*Provided information:*
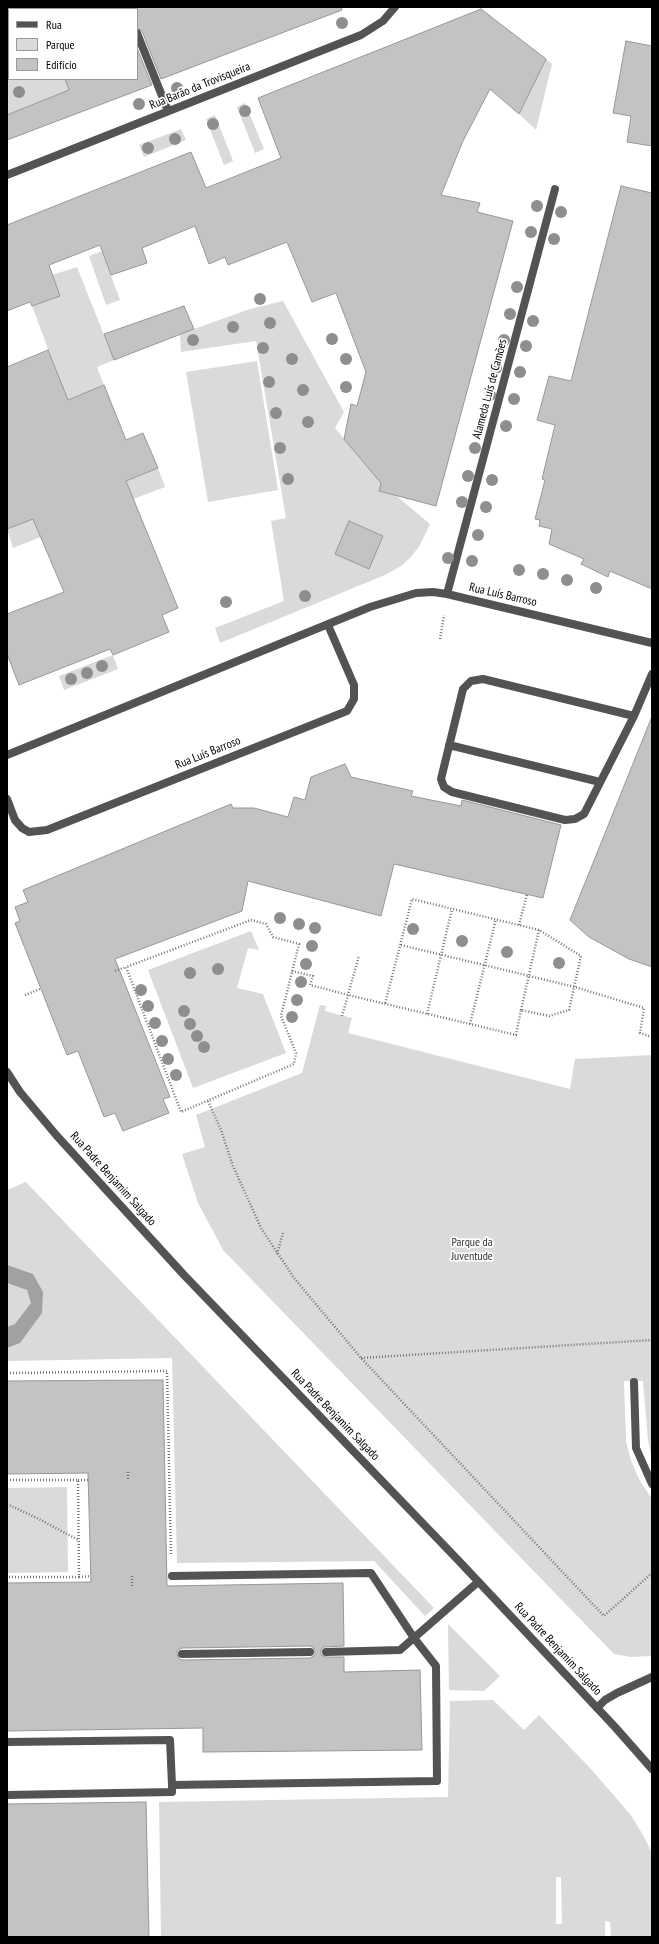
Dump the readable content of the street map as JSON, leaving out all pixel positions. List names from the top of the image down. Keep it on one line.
{"streets":{"street":["Rua Barão da Trovisqueira","Alameda Luís de Camões","Rua Luís Barroso","Rua Padre Benjamim Salgado"]},"crossings":[["Alameda Luís de Camões","Rua Luís Barroso"]],"parks":["Parque da Juventude"],"legend":["Rua","Parque","Edifício"]}
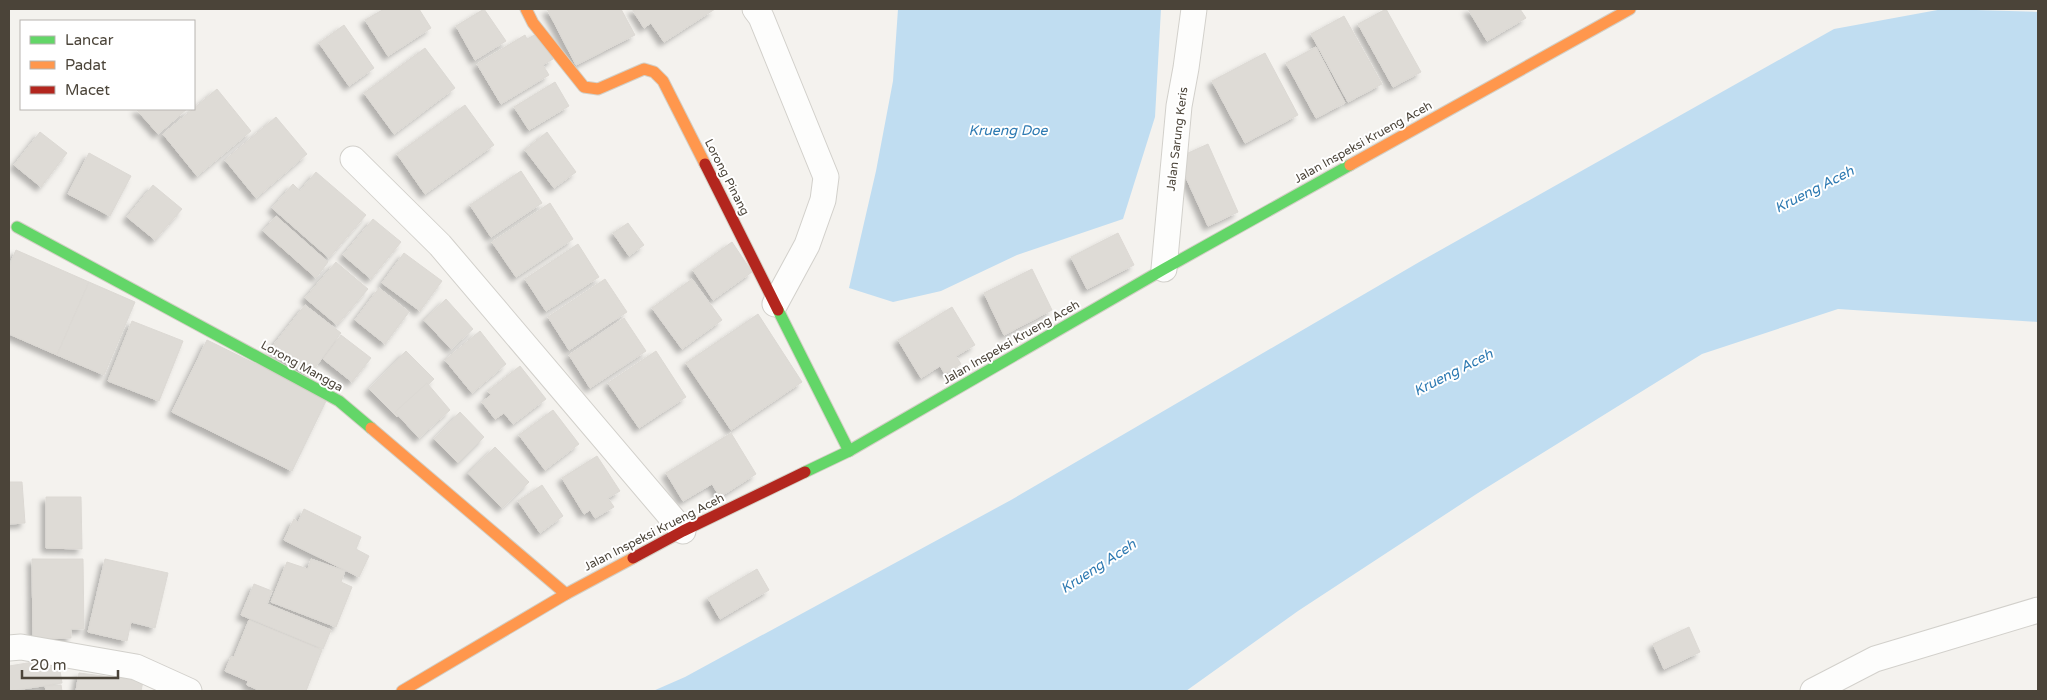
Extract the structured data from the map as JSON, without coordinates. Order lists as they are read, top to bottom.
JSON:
{
  "streets": {
    "street": [
      "Jalan Sarung Keris",
      "Jalan Inspeksi Krueng Aceh",
      "Lorong Pinang",
      "Lorong Mangga"
    ]
  },
  "crossings": [
    ["Jalan Sarung Keris", "Jalan Inspeksi Krueng Aceh"],
    ["Jalan Inspeksi Krueng Aceh", "Lorong Pinang"],
    ["Jalan Inspeksi Krueng Aceh", "Lorong Mangga"]
  ],
  "water": ["Krueng Doe", "Krueng Aceh"],
  "legend": ["Lancar", "Padat", "Macet"],
  "scale_bar": "20 m"
}
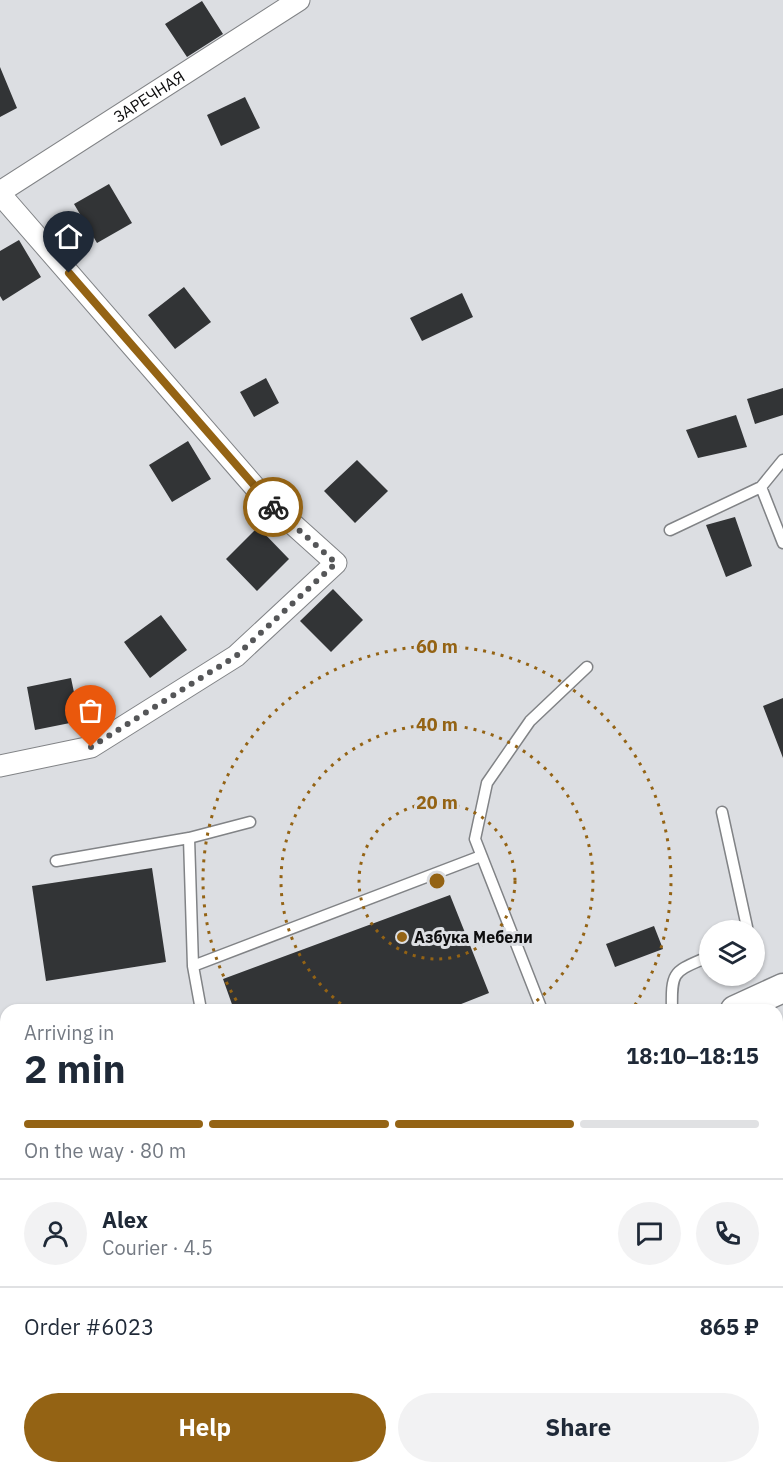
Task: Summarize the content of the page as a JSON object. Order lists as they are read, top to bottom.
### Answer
{
  "streets": {
    "street": ["ЗАРЕЧНАЯ"]
  },
  "places": ["Азбука Мебели"],
  "page": {
    "heading": ["2 min", "Arriving in", "18:10–18:15"],
    "panel": [
      "Alex",
      "Courier · 4.5",
      "Order #6023",
      "865 ₽"
    ],
    "bar": "On the way · 80 m",
    "buttons": ["Help", "Share"]
  },
  "rings": ["60 m", "40 m", "20 m"]
}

*Brief:*
Only the lines from the one containing "Task: Summarize the" through the end of the material should be reproduced, exactly, with both ends included.

*Solution:*
Task: Summarize the content of the page as a JSON object. Order lists as they are read, top to bottom.
### Answer
{
  "streets": {
    "street": ["ЗАРЕЧНАЯ"]
  },
  "places": ["Азбука Мебели"],
  "page": {
    "heading": ["2 min", "Arriving in", "18:10–18:15"],
    "panel": [
      "Alex",
      "Courier · 4.5",
      "Order #6023",
      "865 ₽"
    ],
    "bar": "On the way · 80 m",
    "buttons": ["Help", "Share"]
  },
  "rings": ["60 m", "40 m", "20 m"]
}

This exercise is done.